Congratulation to your blog. :)

All the best

Matyas Prommer

Russell said...

This post is very interesting to me even in Japan as I had a similiar experience here yesterday. I photographed a large, dark peregrine that I'm thinking is a "Peale's Falcon". I posted about it earlier today on Birdforum and will write about it on my blog later. Japanese peregrines are much, much paler and I think my bird yesterday was also more robust. A windy autumn week and a rainy day today. -I also thought of a Falconer's escapee? It's interesting timing with your post Anyhow! Cheers

MJP said...

Hi Russell
If you look up the Japanese bird ringing atlas (available on the internet), you will see that there is Peregrine recovery Japan - U.S. (maybe New Mexico).
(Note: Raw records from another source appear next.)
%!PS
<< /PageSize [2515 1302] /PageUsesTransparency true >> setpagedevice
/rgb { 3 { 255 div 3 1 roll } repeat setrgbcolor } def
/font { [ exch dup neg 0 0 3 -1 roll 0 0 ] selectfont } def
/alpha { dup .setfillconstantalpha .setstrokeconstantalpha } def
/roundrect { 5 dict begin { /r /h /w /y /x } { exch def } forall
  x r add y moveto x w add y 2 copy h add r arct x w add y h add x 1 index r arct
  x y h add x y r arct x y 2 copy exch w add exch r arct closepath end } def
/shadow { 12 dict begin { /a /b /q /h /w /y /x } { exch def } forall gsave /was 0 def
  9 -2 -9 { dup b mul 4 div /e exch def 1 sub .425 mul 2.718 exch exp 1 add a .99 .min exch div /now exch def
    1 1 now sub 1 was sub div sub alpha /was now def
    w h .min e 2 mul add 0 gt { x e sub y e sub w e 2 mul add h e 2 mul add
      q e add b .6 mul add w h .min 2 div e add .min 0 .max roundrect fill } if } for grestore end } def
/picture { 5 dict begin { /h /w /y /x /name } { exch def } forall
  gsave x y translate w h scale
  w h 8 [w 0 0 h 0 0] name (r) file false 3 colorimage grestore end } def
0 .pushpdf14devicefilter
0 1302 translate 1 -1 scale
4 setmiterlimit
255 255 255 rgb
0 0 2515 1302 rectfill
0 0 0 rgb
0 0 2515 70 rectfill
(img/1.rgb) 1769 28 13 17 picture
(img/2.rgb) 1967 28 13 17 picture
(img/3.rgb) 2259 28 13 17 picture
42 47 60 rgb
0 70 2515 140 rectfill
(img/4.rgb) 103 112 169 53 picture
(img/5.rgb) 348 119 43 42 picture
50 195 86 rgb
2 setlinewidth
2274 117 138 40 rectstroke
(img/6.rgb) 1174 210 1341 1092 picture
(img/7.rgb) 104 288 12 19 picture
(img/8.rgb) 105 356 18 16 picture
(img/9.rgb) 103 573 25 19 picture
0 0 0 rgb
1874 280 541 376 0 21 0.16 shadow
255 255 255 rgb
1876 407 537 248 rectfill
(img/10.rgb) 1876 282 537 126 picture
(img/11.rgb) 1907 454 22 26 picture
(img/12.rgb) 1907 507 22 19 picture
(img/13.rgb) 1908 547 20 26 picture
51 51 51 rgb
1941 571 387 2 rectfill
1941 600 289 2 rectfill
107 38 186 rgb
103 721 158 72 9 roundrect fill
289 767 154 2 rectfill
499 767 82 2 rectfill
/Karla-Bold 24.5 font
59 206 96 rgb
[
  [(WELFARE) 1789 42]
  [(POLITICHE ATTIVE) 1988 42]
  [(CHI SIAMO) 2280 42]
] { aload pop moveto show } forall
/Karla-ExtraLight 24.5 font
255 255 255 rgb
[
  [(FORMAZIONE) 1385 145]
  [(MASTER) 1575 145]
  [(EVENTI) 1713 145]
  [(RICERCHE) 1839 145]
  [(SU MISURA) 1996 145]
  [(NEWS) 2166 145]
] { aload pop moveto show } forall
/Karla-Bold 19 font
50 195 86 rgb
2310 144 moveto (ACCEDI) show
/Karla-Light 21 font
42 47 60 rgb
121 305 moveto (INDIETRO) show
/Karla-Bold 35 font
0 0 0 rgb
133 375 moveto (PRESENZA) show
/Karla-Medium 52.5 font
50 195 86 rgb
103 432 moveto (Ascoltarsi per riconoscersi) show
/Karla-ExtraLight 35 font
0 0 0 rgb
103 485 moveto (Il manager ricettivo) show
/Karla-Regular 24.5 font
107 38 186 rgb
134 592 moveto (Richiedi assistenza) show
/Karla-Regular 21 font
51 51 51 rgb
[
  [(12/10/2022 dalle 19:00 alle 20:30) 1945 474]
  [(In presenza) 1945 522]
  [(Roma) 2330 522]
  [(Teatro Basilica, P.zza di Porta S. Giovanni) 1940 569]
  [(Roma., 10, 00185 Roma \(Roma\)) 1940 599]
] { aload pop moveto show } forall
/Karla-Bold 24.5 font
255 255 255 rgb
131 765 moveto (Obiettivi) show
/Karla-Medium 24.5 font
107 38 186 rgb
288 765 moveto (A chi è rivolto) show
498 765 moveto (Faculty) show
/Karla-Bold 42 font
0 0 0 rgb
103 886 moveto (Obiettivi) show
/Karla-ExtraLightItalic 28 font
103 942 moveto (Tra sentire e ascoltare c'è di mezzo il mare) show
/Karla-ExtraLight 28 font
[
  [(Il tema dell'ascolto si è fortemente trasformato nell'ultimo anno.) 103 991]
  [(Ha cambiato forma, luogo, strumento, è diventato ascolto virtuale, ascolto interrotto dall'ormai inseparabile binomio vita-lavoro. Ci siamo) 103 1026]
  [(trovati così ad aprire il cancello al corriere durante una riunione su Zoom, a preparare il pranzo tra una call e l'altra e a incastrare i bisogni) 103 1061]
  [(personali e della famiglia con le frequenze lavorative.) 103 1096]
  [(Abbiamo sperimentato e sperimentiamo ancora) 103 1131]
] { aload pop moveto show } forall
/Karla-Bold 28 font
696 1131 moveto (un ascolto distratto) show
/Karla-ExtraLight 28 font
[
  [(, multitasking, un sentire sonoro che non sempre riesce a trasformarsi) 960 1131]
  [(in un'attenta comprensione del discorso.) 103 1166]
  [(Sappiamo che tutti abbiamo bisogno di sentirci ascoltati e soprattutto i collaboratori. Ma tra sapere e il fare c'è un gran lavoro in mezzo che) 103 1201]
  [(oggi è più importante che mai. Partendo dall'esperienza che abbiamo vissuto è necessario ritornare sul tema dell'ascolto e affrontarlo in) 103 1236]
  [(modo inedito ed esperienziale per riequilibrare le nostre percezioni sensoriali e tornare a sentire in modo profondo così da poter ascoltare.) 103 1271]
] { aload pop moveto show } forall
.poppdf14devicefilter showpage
Unfortunately, I cannot read from where to where it flew.
At some point I was writing an article about a Merlin travelling a ship on the Atlantic and when I searched for literature, I was surprised to see that there are many data on falcons (mainly Peregrines) travelling large distance on ships across the oceans.
So, I think the name is telling and "nothing is impossible" for the Peregrines.
Of course, escapees never can be excluded (if you can't see the legs) as Peale's are much beloved falcons by falconers.